The first of those is automatically sent by Vim when entering insert mode; the latter when leaving it. The quick shape changes I mention happen since your plugin leaves insert mode briefly when certain keys are pressed. I'm not sure there's much that can be done about it, honestly; even makes the shape change.

jonsmithers commented 4 years ago

In my own experiments, I discovered that adding <silent> to the mapping of <space> introduces this behavior. Remove the <silent> and the cursor goes back to looking normal when you hit space bar (but then vim displays the function that gets called at the bottom).

Also, I only see this issue in vim 8.1-1790, not neovim 0.3.8, and not gvim.

(tested on linux with the following settings):

let &t_SI = "\e[6 q"
let &t_EI = "\e[2 q"
let &t_SR = "\e[3 q"
jonsmithers commented 4 years ago

One workaround I've discovered is to :redraw on the first line of the function invoked with <c-r>=.
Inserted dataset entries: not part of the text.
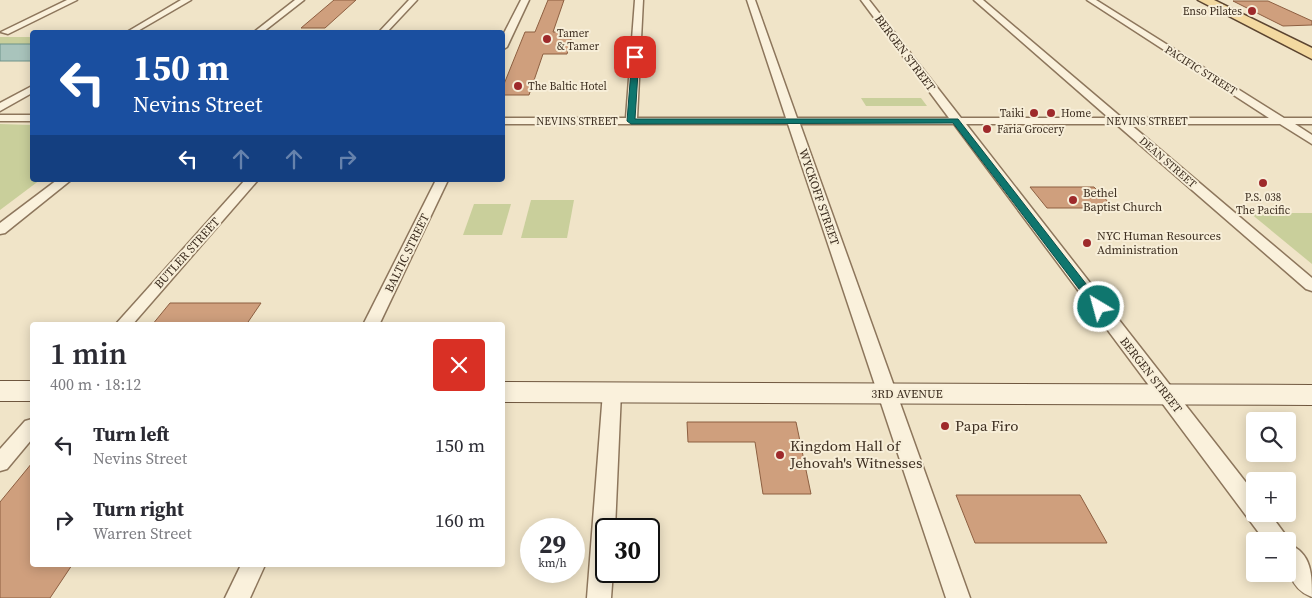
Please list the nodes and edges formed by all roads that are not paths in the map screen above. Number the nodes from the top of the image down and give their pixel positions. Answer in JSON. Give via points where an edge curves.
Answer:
{"nodes":[{"id":1,"x":74,"y":0,"type":"edge"},
{"id":2,"x":187,"y":0,"type":"edge"},
{"id":3,"x":300,"y":0,"type":"edge"},
{"id":4,"x":413,"y":0,"type":"edge"},
{"id":5,"x":525,"y":0,"type":"edge"},
{"id":6,"x":639,"y":0,"type":"edge"},
{"id":7,"x":751,"y":0,"type":"edge"},
{"id":8,"x":865,"y":0,"type":"edge"},
{"id":9,"x":978,"y":0,"type":"edge"},
{"id":10,"x":1091,"y":0,"type":"edge"},
{"id":11,"x":1204,"y":0,"type":"edge"},
{"id":12,"x":134,"y":30,"type":"edge"},
{"id":13,"x":261,"y":30,"type":"edge"},
{"id":14,"x":386,"y":30,"type":"edge"},
{"id":15,"x":4,"y":32,"type":"dead end"},
{"id":16,"x":505,"y":41,"type":"edge"},
{"id":17,"x":1312,"y":54,"type":"edge"},
{"id":18,"x":30,"y":90,"type":"edge"},
{"id":19,"x":0,"y":108,"type":"edge"},
{"id":20,"x":0,"y":118,"type":"edge"},
{"id":21,"x":30,"y":118,"type":"edge"},
{"id":22,"x":505,"y":121,"type":"edge"},
{"id":23,"x":631,"y":121,"type":"junction"},
{"id":24,"x":793,"y":121,"type":"junction"},
{"id":25,"x":955,"y":121,"type":"junction"},
{"id":26,"x":1119,"y":121,"type":"junction"},
{"id":27,"x":1282,"y":121,"type":"junction"},
{"id":28,"x":1312,"y":121,"type":"edge"},
{"id":29,"x":1312,"y":140,"type":"edge"},
{"id":30,"x":62,"y":182,"type":"edge"},
{"id":31,"x":250,"y":182,"type":"edge"},
{"id":32,"x":441,"y":182,"type":"edge"},
{"id":33,"x":0,"y":230,"type":"edge"},
{"id":34,"x":1312,"y":286,"type":"edge"},
{"id":35,"x":126,"y":322,"type":"edge"},
{"id":36,"x":372,"y":322,"type":"edge"},
{"id":37,"x":0,"y":391,"type":"edge"},
{"id":38,"x":30,"y":391,"type":"edge"},
{"id":39,"x":505,"y":392,"type":"edge"},
{"id":40,"x":612,"y":392,"type":"junction"},
{"id":41,"x":887,"y":394,"type":"junction"},
{"id":42,"x":1166,"y":394,"type":"junction"},
{"id":43,"x":1312,"y":395,"type":"edge"},
{"id":44,"x":30,"y":428,"type":"edge"},
{"id":45,"x":0,"y":463,"type":"edge"},
{"id":46,"x":1246,"y":499,"type":"edge"},
{"id":47,"x":1264,"y":522,"type":"edge"},
{"id":48,"x":1271,"y":532,"type":"edge"},
{"id":49,"x":1296,"y":565,"type":"edge"},
{"id":50,"x":252,"y":567,"type":"edge"},
{"id":51,"x":1312,"y":586,"type":"edge"},
{"id":52,"x":237,"y":598,"type":"edge"},
{"id":53,"x":599,"y":598,"type":"edge"},
{"id":54,"x":958,"y":598,"type":"edge"}],
"edges":[{"from":1,"to":15,"type":"street"},
{"from":2,"to":12,"type":"street"},
{"from":3,"to":13,"type":"street"},
{"from":4,"to":14,"type":"street"},
{"from":5,"to":16,"type":"street"},
{"from":6,"to":23,"type":"street"},
{"from":7,"to":24,"type":"street","name":"WYCKOFF STREET"},
{"from":8,"to":25,"type":"street","name":"BERGEN STREET"},
{"from":9,"to":26,"type":"street","name":"DEAN STREET"},
{"from":10,"to":27,"type":"street","name":"PACIFIC STREET"},
{"from":11,"to":17,"type":"main road"},
{"from":18,"to":19,"type":"street"},
{"from":20,"to":21,"type":"street"},
{"from":22,"to":23,"type":"street","name":"NEVINS STREET"},
{"from":23,"to":24,"type":"street","name":"NEVINS STREET"},
{"from":24,"to":25,"type":"street","name":"NEVINS STREET"},
{"from":24,"to":41,"type":"street","name":"WYCKOFF STREET"},
{"from":25,"to":26,"type":"street","name":"NEVINS STREET"},
{"from":25,"to":42,"type":"street","name":"BERGEN STREET"},
{"from":26,"to":27,"type":"street","name":"NEVINS STREET"},
{"from":26,"to":34,"type":"street","name":"DEAN STREET"},
{"from":27,"to":28,"type":"street","name":"NEVINS STREET"},
{"from":27,"to":29,"type":"street","name":"PACIFIC STREET"},
{"from":30,"to":33,"type":"street"},
{"from":31,"to":35,"type":"street","name":"BUTLER STREET"},
{"from":32,"to":36,"type":"street","name":"BALTIC STREET"},
{"from":37,"to":38,"type":"main road"},
{"from":39,"to":40,"type":"main road","name":"3RD AVENUE"},
{"from":40,"to":41,"type":"main road","name":"3RD AVENUE"},
{"from":40,"to":53,"type":"street"},
{"from":41,"to":42,"type":"main road","name":"3RD AVENUE"},
{"from":41,"to":54,"type":"street","name":"WYCKOFF STREET"},
{"from":42,"to":43,"type":"main road","name":"3RD AVENUE"},
{"from":42,"to":46,"type":"street","name":"BERGEN STREET"},
{"from":44,"to":45,"type":"street"},
{"from":47,"to":48,"type":"street","name":"BERGEN STREET"},
{"from":49,"to":51,"type":"street"},
{"from":50,"to":52,"type":"street"}]}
I don't know what :redraw entails, but it sounds a bit inefficient.

demo code:

inoremap <silent> <space> <c-r>=Space()<cr>
fun! Space()
  call s:HideVimCursorSpasm()
  return ' '
endfun
fun! s:HideVimCursorSpasm()
  if !has('nvim') && !has('gui_running') | redraw | end "hide cursor spasm that only occurs in vim
endfun
jonsmithers commented 4 years ago

I don't think the aforementioned workaround works on iTerm in macos.

I think a better solution is to remove <silent> from the mapping and just echo '' at the beginning so it seems like it's a silent mapping.